Memories of the Three-Tiered Steps, Already Marked by Change and Loss (Essay)
The old house always had three steps leading up to the doorway; from these three steps, you reached the entrance, and from them, you descended into the earth; from the land.
When I was young, I often fell down these three steps, and after falling, I would kick them a few times, as if to vent my frustration. This was likely a common trick for young children, as it caused me to fall.

As I grew older, I learned to be more careful when passing these three steps, although I no longer fell. However, I found them inconvenient, and often wondered why the house had these steps instead of being built directly on the ground.
Later, as I grew older, I stopped paying attention to the three steps, and sometimes even stepped over them for convenience.

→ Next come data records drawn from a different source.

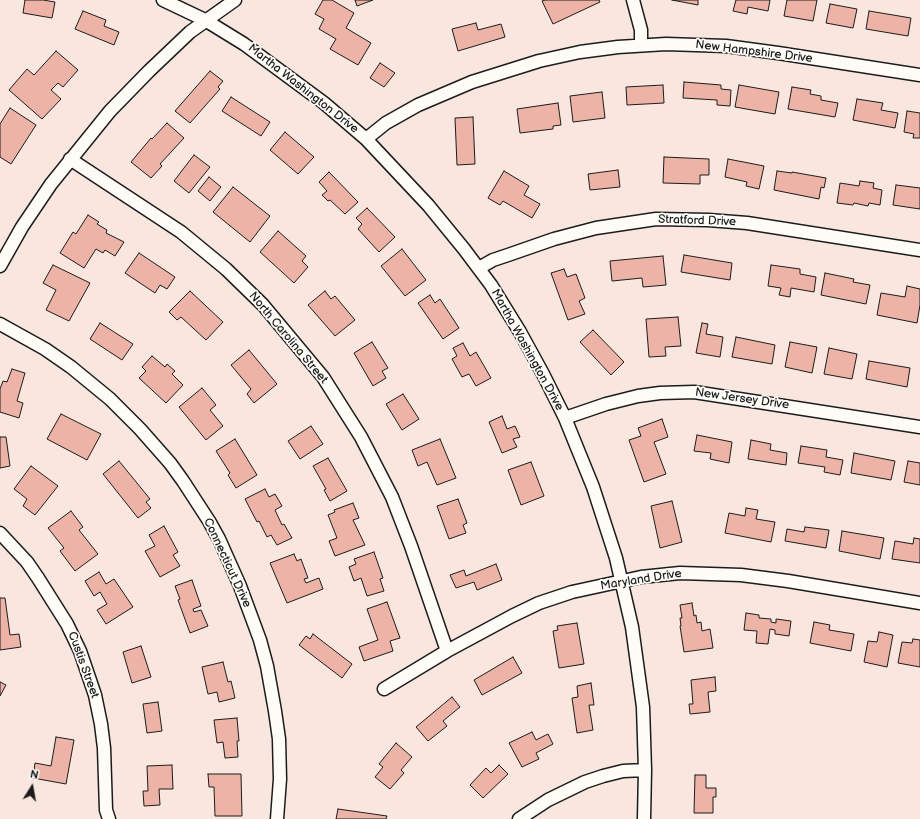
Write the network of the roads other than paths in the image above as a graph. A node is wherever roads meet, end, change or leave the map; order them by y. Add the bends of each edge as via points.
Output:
1 (163, 0) edge
2 (235, 0) edge
3 (633, 0) edge
4 (205, 20) junction
5 (641, 45) junction
6 (920, 75) edge
7 (366, 139) junction
8 (70, 159) junction
9 (920, 250) edge
10 (0, 266) edge
11 (479, 268) junction
12 (0, 324) edge
13 (565, 418) junction
14 (920, 427) edge
15 (0, 534) edge
16 (621, 581) junction
17 (920, 603) edge
18 (447, 651) junction
19 (384, 689) dead end
20 (645, 770) junction
21 (109, 819) edge
22 (277, 819) edge
23 (519, 819) edge
24 (644, 819) edge

1 - 4 street, Martha Washington Drive
2 - 4 street
3 - 5 street via 641,30
4 - 7 street, Martha Washington Drive via 291,77
4 - 8 street via 126,94
5 - 6 street, New Hampshire Drive via 726,46
5 - 7 street, New Hampshire Drive via 597,49 539,61 472,82 418,105 386,123
7 - 11 street, Martha Washington Drive via 428,205
8 - 10 street via 31,212
8 - 18 street, North Carolina Street via 181,232 226,269 262,305 323,377 361,437 392,497
9 - 11 street, Stratford Drive via 747,223 656,219 596,228 561,237
11 - 13 street, Martha Washington Drive via 520,332
12 - 22 street, Connecticut Drive via 45,349 110,399 170,463 212,527 250,610 271,684 278,725 280,763
13 - 14 street, New Jersey Drive via 638,396 694,392
13 - 16 street, Martha Washington Drive via 605,524
15 - 21 street, Custis Street via 28,562 64,618 80,651 95,695 101,724 106,810
16 - 17 street, Maryland Drive via 660,574 723,574 781,580
16 - 18 street, Maryland Drive via 572,592 539,603
16 - 20 street, Martha Washington Drive via 638,664 643,707
18 - 19 street, Maryland Drive
20 - 23 street via 603,776 585,782 548,800
20 - 24 street, Martha Washington Drive

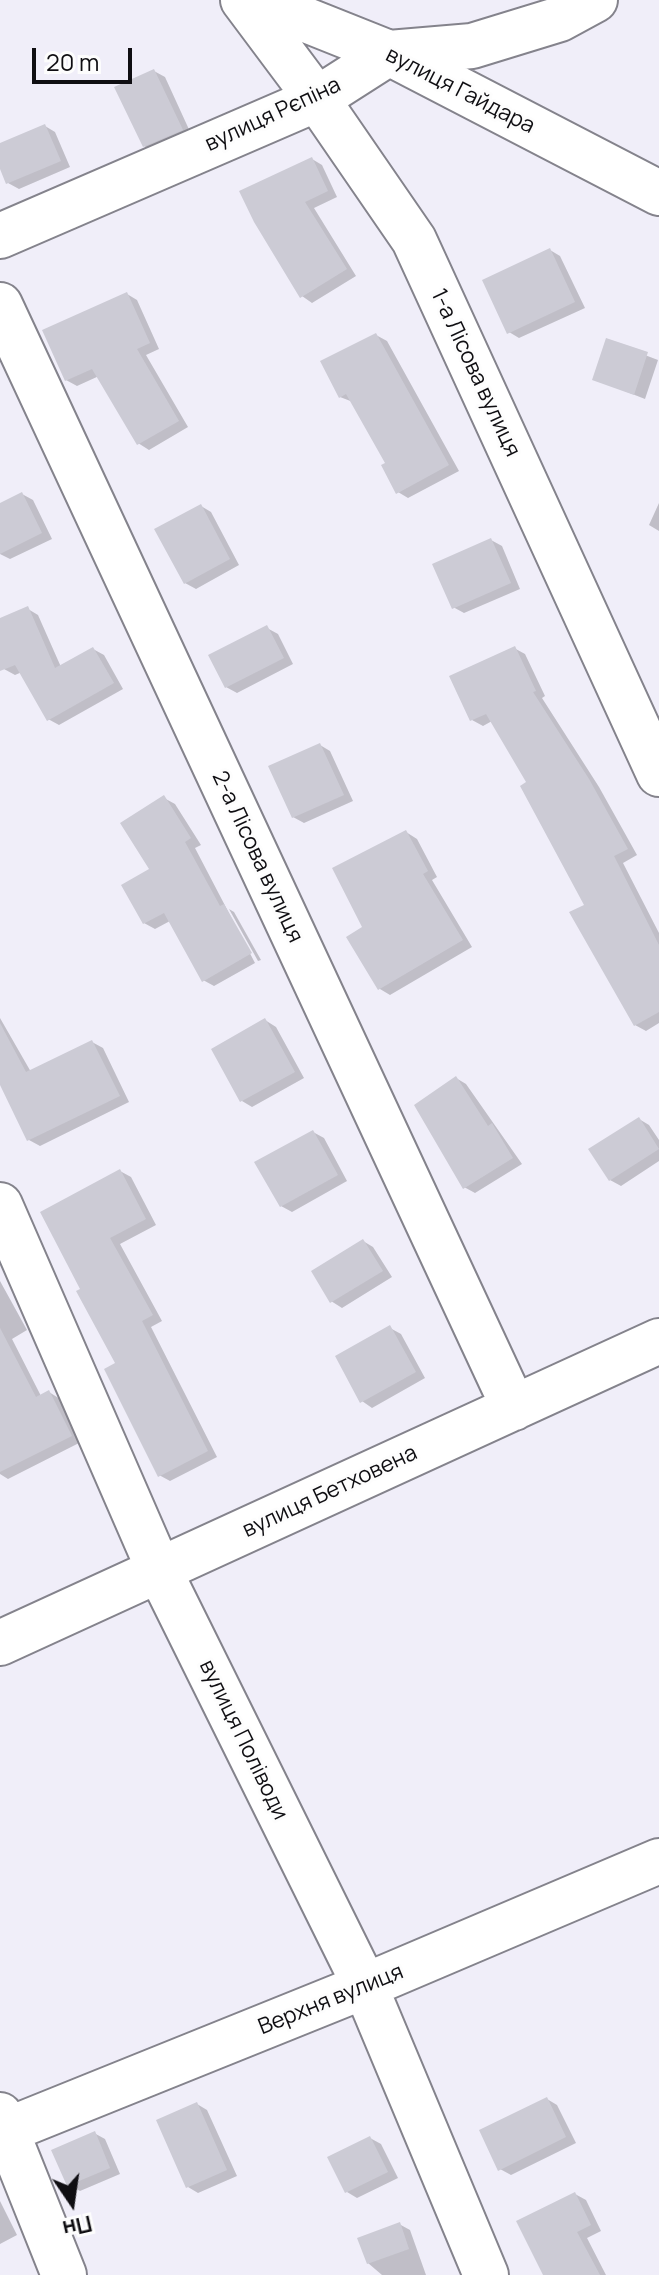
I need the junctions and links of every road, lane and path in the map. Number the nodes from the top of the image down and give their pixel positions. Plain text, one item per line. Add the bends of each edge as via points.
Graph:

Many years later, when I returned home, I saw the old house still standing, and along the path to it, the entrance. The door was framed by a wild, overgrown area, with no footprints in the white snow. A rusty padlock stood alone guarding the door.
We didn't enter, standing outside and gazing in. We remembered how clean and warm the area in front of the door had once been. When I was young, there was a vegetable garden on the ground, where my mother grew cabbage, radishes, spinach, and various other vegetables, and she also planted garlic and other plants along the edges. In the summer, it was a lush green, and in the autumn, it was full of colorful flowers, so beautiful to behold.

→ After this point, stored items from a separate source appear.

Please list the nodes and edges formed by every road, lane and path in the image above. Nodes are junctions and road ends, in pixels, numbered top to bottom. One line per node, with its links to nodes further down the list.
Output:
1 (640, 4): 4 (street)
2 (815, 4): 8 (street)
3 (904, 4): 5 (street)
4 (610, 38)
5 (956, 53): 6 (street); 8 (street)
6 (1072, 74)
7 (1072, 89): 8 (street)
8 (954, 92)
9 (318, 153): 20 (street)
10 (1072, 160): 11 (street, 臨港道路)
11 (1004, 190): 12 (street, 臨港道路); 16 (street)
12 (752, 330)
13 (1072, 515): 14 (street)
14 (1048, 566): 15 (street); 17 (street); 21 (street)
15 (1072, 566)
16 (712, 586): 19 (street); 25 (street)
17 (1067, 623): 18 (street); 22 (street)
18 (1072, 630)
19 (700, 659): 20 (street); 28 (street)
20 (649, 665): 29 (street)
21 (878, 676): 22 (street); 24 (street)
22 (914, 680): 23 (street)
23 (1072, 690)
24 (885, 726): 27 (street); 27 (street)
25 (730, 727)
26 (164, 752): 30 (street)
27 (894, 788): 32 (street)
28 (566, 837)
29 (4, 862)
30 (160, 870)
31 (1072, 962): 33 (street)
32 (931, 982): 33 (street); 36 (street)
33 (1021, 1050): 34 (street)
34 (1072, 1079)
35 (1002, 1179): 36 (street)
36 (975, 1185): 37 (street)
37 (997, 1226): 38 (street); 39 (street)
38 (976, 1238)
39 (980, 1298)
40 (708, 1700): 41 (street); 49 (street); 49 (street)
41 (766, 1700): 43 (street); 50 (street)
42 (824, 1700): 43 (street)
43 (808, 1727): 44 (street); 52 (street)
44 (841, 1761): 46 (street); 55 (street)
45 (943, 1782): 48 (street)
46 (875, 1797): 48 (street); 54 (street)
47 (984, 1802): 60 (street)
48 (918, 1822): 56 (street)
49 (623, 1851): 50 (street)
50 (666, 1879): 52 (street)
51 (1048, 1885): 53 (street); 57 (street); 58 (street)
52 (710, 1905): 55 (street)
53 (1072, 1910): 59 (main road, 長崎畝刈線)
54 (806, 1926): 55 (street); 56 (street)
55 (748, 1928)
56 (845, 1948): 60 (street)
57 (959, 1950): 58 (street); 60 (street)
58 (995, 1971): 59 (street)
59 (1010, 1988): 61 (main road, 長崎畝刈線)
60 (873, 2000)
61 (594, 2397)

Now, the area in front of the door is overgrown with weeds that are over six feet tall, and the path is completely buried by the weeds, blocking even people from entering, making it seem so aged and desolate.

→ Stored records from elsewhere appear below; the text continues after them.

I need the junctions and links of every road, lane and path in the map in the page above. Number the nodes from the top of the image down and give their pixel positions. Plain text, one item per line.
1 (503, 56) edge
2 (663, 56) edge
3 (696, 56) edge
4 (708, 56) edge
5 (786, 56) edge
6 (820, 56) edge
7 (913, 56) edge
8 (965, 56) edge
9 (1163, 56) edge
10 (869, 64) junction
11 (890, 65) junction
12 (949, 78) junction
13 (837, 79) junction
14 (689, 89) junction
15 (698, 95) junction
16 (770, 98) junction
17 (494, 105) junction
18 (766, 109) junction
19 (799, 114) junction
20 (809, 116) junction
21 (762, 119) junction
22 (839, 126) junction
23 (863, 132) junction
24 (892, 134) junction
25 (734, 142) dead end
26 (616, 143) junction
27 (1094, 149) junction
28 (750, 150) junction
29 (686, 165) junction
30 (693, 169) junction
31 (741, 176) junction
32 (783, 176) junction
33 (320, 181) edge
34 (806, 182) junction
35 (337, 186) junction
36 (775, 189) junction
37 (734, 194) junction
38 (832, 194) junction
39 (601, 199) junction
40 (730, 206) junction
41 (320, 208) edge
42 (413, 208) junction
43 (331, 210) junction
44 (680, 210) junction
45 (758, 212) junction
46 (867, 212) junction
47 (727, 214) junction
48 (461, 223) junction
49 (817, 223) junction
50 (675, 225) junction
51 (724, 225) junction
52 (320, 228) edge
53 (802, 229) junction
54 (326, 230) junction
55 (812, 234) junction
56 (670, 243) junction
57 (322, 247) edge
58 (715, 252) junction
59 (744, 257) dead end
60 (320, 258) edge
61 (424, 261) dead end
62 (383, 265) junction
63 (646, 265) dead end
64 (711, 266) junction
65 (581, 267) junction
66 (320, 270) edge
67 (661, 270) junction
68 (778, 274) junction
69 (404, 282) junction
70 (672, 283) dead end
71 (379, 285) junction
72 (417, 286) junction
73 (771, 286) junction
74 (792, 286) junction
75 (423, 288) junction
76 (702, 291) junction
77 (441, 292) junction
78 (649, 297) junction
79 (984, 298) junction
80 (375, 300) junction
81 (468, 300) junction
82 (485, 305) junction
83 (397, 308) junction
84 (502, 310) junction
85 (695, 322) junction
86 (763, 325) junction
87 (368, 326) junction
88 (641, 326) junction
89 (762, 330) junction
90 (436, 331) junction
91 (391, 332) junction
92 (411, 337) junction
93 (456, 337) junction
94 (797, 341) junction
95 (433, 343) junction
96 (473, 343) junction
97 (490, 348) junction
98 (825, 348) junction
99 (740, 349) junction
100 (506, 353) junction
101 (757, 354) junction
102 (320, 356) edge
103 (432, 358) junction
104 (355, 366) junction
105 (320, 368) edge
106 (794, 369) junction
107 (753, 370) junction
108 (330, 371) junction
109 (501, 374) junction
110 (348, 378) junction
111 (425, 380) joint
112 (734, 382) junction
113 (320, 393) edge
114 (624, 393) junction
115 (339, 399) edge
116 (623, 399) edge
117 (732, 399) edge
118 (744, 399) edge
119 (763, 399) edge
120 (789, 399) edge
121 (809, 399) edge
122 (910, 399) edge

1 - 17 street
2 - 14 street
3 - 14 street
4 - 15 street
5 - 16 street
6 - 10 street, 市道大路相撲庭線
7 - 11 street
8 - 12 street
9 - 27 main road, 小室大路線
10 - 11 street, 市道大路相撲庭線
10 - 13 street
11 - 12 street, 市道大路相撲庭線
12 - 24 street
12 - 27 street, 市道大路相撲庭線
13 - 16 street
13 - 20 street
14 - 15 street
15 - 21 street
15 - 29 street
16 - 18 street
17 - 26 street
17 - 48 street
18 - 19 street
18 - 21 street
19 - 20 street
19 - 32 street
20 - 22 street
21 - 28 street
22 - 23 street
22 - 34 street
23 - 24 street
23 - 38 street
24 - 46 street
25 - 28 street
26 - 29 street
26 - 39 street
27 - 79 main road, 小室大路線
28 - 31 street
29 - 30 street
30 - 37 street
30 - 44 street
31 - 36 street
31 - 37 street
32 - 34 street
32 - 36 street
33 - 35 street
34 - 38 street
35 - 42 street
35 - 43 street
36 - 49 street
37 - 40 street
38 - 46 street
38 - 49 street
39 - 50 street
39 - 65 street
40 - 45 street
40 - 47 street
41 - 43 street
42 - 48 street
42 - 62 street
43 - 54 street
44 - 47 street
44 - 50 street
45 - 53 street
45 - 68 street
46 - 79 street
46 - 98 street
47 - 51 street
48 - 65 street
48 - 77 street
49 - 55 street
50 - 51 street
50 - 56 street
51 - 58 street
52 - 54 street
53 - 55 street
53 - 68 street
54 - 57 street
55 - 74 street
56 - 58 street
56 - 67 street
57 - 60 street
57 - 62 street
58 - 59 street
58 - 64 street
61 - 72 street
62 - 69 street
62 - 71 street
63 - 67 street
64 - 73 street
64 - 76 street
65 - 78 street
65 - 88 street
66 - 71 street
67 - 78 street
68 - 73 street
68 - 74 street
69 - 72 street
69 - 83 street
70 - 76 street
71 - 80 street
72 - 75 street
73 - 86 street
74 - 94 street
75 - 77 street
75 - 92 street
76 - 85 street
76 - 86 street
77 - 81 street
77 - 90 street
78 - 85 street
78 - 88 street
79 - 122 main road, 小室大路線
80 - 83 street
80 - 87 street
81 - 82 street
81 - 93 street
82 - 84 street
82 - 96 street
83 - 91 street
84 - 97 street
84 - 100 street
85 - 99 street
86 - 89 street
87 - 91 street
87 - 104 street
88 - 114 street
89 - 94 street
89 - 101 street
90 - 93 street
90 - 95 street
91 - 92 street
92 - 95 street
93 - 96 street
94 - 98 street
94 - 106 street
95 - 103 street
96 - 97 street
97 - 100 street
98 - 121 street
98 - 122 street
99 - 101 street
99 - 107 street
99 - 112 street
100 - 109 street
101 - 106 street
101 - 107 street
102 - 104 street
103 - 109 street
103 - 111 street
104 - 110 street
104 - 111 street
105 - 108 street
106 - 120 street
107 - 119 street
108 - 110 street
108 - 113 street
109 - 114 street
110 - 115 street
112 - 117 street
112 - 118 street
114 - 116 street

The brick house was dilapidated, with some bricks falling down and into the eaves and gutters. Perhaps the scenes of the past are already gone, but the three steps remained, constructed of blue stone, and they were covered in moss.
Memories are like water in the palm of your hand; no matter whether you spread them out or hold them tightly, they will eventually drip away through your fingers.
Although I no longer have the joy of my youth, seeing these things that I once had in my childhood fills me with melancholy.
I once heard that memories are a bridge, but they are also a prison for loneliness. Now it seems that the three steps are indeed a bridge, a bridge to childhood memories.